La mairie du 4-5 a accueilli les étudiants de Master de Géographie et d'Anthropologie (AMU) au sein du Museum d'Histoire Naturelle du Palais Longchamp, ce samedi 9 décembre 2023, pour une présentation de leurs travaux sur les thèmes de "La place des animaux dans le parc" et "Les travailleurs dans le parc Longchamp", devant un public nombreux d'habitants, d'usagers, d'élus locaux et d'associations.

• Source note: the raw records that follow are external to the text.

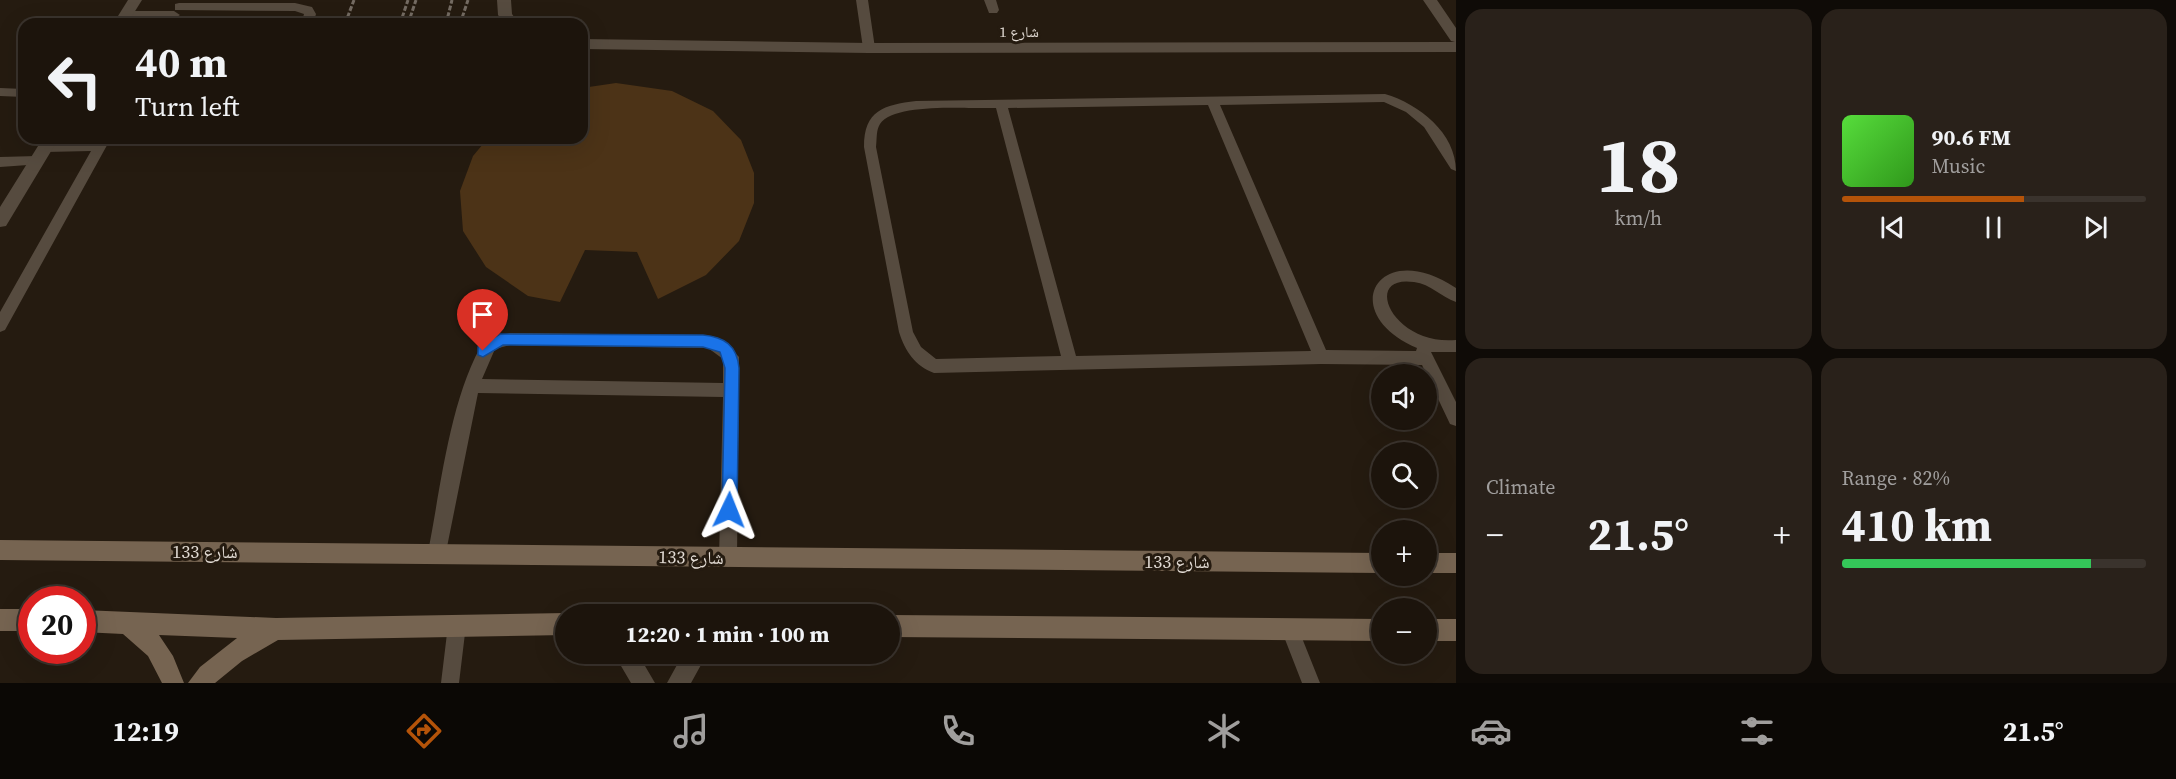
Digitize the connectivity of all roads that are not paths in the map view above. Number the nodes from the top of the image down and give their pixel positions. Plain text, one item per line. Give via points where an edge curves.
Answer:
1 (135, 0) edge
2 (504, 0) edge
3 (862, 0) edge
4 (1430, 0) edge
5 (177, 12) edge
6 (124, 18) edge
7 (136, 18) edge
8 (309, 18) edge
9 (507, 18) edge
10 (1456, 38) edge
11 (588, 44) edge
12 (1456, 47) edge
13 (869, 48) junction
14 (0, 92) edge
15 (18, 93) edge
16 (1212, 100) junction
17 (1001, 104) junction
18 (47, 144) edge
19 (102, 144) edge
20 (37, 161) junction
21 (0, 162) edge
22 (1456, 166) edge
23 (0, 221) edge
24 (1456, 296) edge
25 (0, 326) edge
26 (1419, 342) junction
27 (1456, 346) edge
28 (1321, 357) junction
29 (1428, 358) junction
30 (1071, 364) junction
31 (473, 386) junction
32 (732, 390) junction
33 (1456, 419) edge
34 (0, 550) edge
35 (438, 552) junction
36 (728, 558) junction
37 (1371, 563) edge
38 (1437, 563) edge
39 (1456, 563) edge
40 (0, 620) edge
41 (18, 620) edge
42 (96, 621) edge
43 (126, 622) junction
44 (555, 624) edge
45 (457, 625) junction
46 (900, 627) edge
47 (276, 629) junction
48 (1290, 629) junction
49 (1371, 630) edge
50 (1437, 630) edge
51 (1456, 630) edge
52 (632, 664) edge
53 (690, 664) edge
54 (173, 683) edge
55 (199, 683) edge
56 (450, 683) edge
57 (644, 683) edge
58 (678, 683) edge
59 (1311, 683) edge

1 - 6 street
2 - 9 street
3 - 13 lane
4 - 10 street
5 - 7 lane
5 - 8 lane via 295,7 308,10
11 - 13 street, شارع 1
12 - 13 street, شارع 1
14 - 15 lane
16 - 17 lane
16 - 22 lane via 1385,98 1420,113
16 - 28 lane
17 - 30 lane
17 - 30 lane via 894,107 877,116 869,131 906,332 919,358 934,366
18 - 20 street
19 - 25 lane
20 - 21 lane
20 - 23 street
24 - 26 lane via 1416,276 1392,278 1384,284 1379,292 1384,313
26 - 27 lane
26 - 29 lane
28 - 29 lane
28 - 30 lane
29 - 33 lane
31 - 32 lane
31 - 32 lane via 483,351 500,339 691,341 714,342 724,348 731,357
31 - 35 lane
32 - 36 lane
34 - 35 street, شارع 133
35 - 36 street, شارع 133
36 - 37 street, شارع 133
38 - 39 street
40 - 41 street
42 - 43 street
43 - 47 street
43 - 54 street via 148,636 164,657
44 - 45 street
45 - 47 street
45 - 56 lane
46 - 48 street
47 - 55 street via 248,642
48 - 49 street
48 - 59 lane
50 - 51 street
52 - 57 street
53 - 58 street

Restitution publique de l'enquête "Parc Longchamp, thèmes choisis". - Atelier du 4/5 - Ville en Transitions

Anne Médard, la conservatrice du Museum d'Histoire Naturelle (à gauche) nous accueille avant l'inauguration de la journée par Claire Bénit-Gbaffou (à droite)

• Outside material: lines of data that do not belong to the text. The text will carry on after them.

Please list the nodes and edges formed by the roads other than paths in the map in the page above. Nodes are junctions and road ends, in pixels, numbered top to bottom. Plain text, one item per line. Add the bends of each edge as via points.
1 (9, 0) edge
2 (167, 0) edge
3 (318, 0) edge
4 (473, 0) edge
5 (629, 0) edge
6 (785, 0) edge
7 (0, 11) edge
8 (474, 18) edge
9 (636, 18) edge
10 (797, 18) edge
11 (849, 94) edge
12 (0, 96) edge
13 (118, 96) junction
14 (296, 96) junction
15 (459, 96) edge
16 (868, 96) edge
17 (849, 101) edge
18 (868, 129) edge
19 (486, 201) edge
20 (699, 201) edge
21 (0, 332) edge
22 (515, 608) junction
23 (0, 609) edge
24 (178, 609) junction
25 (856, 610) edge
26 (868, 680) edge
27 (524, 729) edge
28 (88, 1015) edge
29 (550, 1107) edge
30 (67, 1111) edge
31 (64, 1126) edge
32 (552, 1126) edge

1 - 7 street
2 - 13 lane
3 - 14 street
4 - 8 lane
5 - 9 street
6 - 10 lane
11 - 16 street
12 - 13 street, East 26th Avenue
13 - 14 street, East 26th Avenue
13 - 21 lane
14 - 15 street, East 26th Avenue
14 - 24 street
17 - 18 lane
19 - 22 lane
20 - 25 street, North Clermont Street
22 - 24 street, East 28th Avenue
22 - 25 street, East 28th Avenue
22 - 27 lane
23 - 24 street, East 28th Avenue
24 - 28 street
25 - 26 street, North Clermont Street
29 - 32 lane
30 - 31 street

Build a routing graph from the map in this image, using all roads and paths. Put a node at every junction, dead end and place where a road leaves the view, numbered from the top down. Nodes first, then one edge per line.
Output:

Les étudiants et étudiantes du Master 1 de Géographie & Aménagement et de Master en Anthropologie (Aix-Marseille Université), encadrés par leurs enseignants Carine Fournier, Pierre Sintès, Sylvie Ayimpam et Claire Bénit-Gbaffou, ont exposé les résultats des travaux qu’ils ont réalisé tout au long du semestre autour de l’enquête citoyenne menée par le groupe Avenir Longchamp (JCL, Colportes & Marseille en Transition) et de leurs propres enquêtes qualitatives. Ces travaux s'inscrivent dans la poursuite de ceux de 2022 conduits au sein de l'Atelier Marseille 4-5 sur la diversité sociale et les pratiques populaires au sein du parc Longchamp.

La matinée était scindée en deux séquences :

  • Les travailleurs dans le parc - souvent "invisibles" tant leur présence est habituelle, ils jouent un rôle qui dépasse leur activité professionnelle, dans la régulation sociale du parc et de ses usages
  • La place des animaux dans le parc : les débats sur la présence ou l'éviction d'animaux domestiqués comme les chiens et les poneys, faisant écho aux représentations centrées autour de la valorisation de l'ancien zoo.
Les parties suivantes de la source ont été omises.